_TASK OBJECTIVE_
Give back, word for word, the line that contains "middle pip: (631, 959)" and every line that follows it in the data below.

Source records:
+ + + +

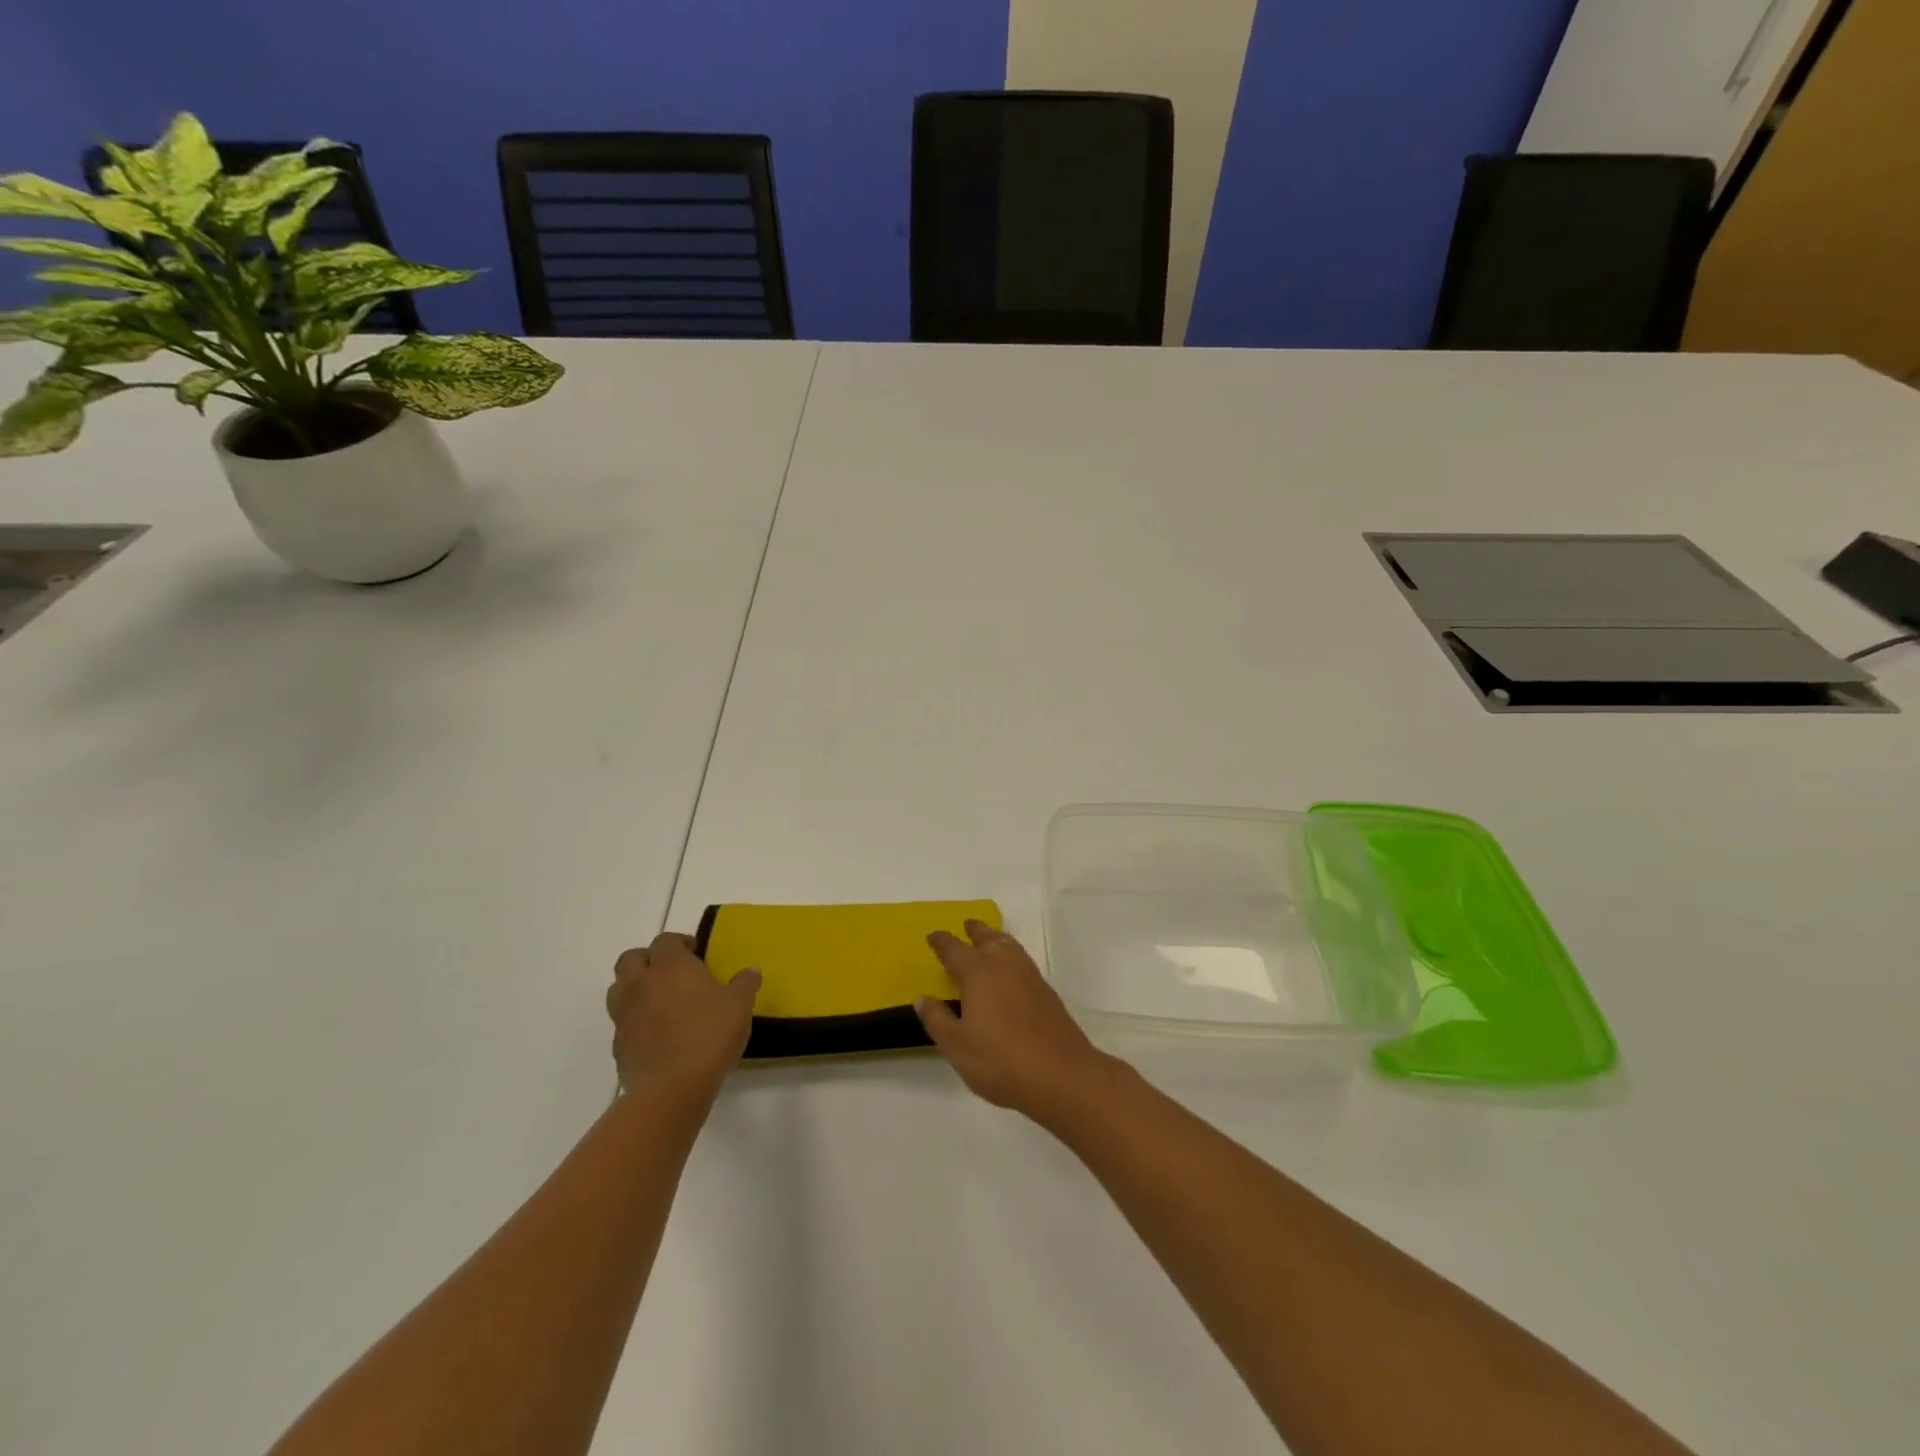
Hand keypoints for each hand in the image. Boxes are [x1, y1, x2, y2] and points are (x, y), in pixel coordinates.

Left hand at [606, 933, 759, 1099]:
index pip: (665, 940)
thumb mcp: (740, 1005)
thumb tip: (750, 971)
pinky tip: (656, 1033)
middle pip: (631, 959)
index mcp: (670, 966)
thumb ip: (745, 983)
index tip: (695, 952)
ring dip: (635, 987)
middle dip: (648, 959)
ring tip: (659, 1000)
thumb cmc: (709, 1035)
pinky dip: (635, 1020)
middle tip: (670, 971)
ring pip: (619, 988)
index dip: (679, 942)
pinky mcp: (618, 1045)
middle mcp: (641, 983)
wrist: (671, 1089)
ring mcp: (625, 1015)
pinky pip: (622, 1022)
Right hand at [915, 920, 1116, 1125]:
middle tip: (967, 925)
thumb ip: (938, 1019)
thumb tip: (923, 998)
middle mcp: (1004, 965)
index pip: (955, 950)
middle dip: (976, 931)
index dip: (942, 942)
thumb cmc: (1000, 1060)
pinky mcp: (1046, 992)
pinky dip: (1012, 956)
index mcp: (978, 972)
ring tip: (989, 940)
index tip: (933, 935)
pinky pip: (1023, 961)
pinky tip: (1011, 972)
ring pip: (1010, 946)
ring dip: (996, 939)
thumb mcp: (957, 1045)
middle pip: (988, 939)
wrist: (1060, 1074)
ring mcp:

+ + + +

_RESULT_
middle pip: (631, 959)
index mcp: (670, 966)
thumb ip: (745, 983)
index tip: (695, 952)
ring dip: (635, 987)
middle dip: (648, 959)
ring tip: (659, 1000)
thumb cmc: (709, 1035)
pinky dip: (635, 1020)
middle tip: (670, 971)
ring pip: (619, 988)
index dip: (679, 942)
pinky mcp: (618, 1045)
middle mcp: (641, 983)
wrist: (671, 1089)
ring mcp: (625, 1015)
pinky pip: (622, 1022)
Right hand at [915, 920, 1116, 1125]:
middle tip: (967, 925)
thumb ip: (938, 1019)
thumb tip: (923, 998)
middle mcp: (1004, 965)
index pip: (955, 950)
middle dip: (976, 931)
index dip: (942, 942)
thumb cmc: (1000, 1060)
pinky mcp: (1046, 992)
pinky dip: (1012, 956)
index mcp: (978, 972)
ring tip: (989, 940)
index tip: (933, 935)
pinky pip: (1023, 961)
pinky tip: (1011, 972)
ring pip: (1010, 946)
ring dip: (996, 939)
thumb mcp: (957, 1045)
middle pip: (988, 939)
wrist: (1060, 1074)
ring mcp:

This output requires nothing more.